Octávio da Veiga Ferreira: un recuerdo de amistad

Entre la documentación referida en este Homenaje al profesor Octavio da Veiga Ferreira se hallan algunas de las cartas que le envié en los años 1969 a 1971. La muestra aportada por esta correspondencia resulta bastante escueta. Son, en efecto, de muy limitada locuacidad unas cartas ceñidas a lo inmediato de algunas atenciones profesionales “entre colegas” (las habituales informaciones de hallazgos, gestiones de publicación, agradecimiento por facilidades de acceso a colecciones y datos, etc.) y resultan mínimamente expresivas de sentimientos míos personales y muy arraigados hacia Veiga Ferreira: los de mi admiración y provecho hacia sus ricos conocimientos e intuiciones y los de una buena amistad con la persona acogedora y entrañable que fue.

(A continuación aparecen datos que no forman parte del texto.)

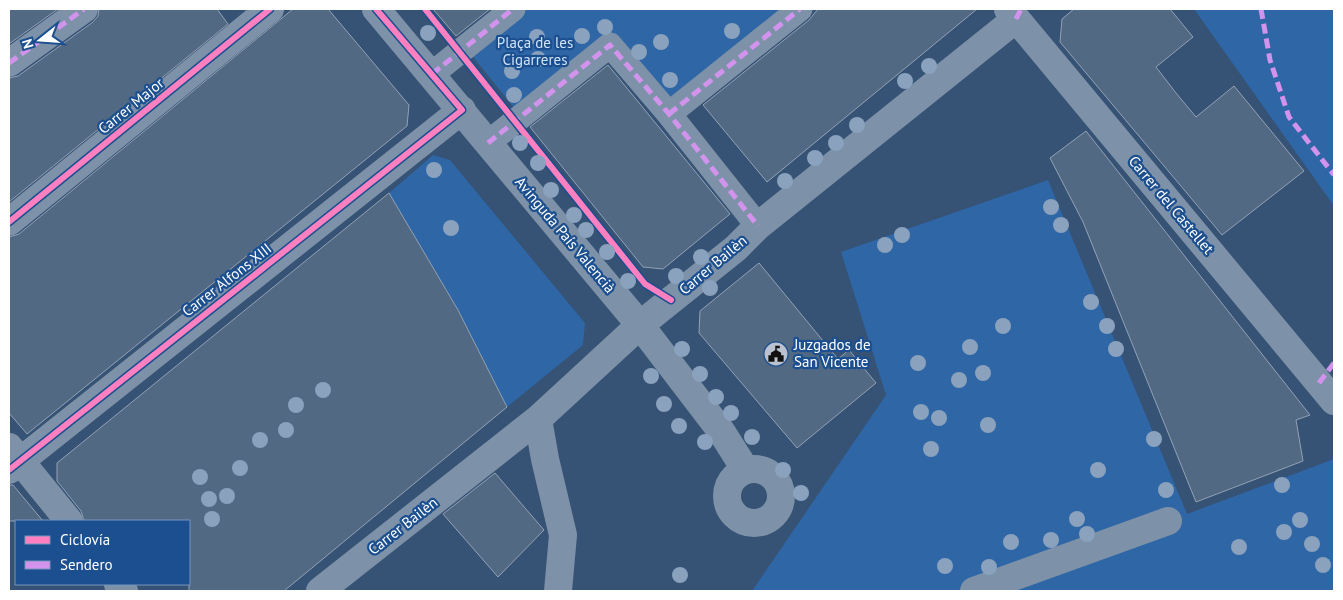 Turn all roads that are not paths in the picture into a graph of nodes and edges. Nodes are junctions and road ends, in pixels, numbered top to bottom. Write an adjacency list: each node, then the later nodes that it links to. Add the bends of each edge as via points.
1 (84, 9): 7 (street)
2 (270, 9): 12 (street, Carrer Major)
3 (376, 9): 8 (street, Avinguda País Valencià)
4 (513, 9): 8 (street)
5 (800, 9): 10 (street)
6 (1012, 14): 13 (street, Carrer Bailèn); 15 (street, Carrer del Castellet)
7 (9, 64)
8 (432, 74): 9 (street, Avinguda País Valencià)
9 (462, 110): 11 (street, Avinguda País Valencià); 17 (street, Carrer Alfons XIII)
10 (669, 114): 11 (street, via 610,45); 13 (street)
11 (488, 143): 14 (street, Avinguda País Valencià)
12 (9, 222)
13 (758, 226): 14 (street, Carrer Bailèn, via 736,248)
14 (640, 326): 16 (street, Carrer Bailèn); 18 (street, Avinguda País Valencià, via 721,431)
15 (1334, 401)
16 (538, 419): 21 (street, Carrer Bailèn); 22 (street, via 563,535)
17 (13, 459): 19 (street)
18 (745, 469)
19 (68, 520)
20 (1168, 521): 23 (street)
21 (320, 591)
22 (558, 591)
23 (974, 591)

Considero un atrevimiento que aporte unas líneas al merecido Homenaje que se le tributa en este volumen y sólo puedo justificarlas por mi relación científica con el homenajeado, en un plano exclusivamente personal ya que fue él quien me abrió más inmediatamente las vías de mi conocimiento directo de colecciones, bibliografía e ideas sobre la Prehistoria portuguesa, tan próxima. y tan a menudo ignorada a este lado de la frontera.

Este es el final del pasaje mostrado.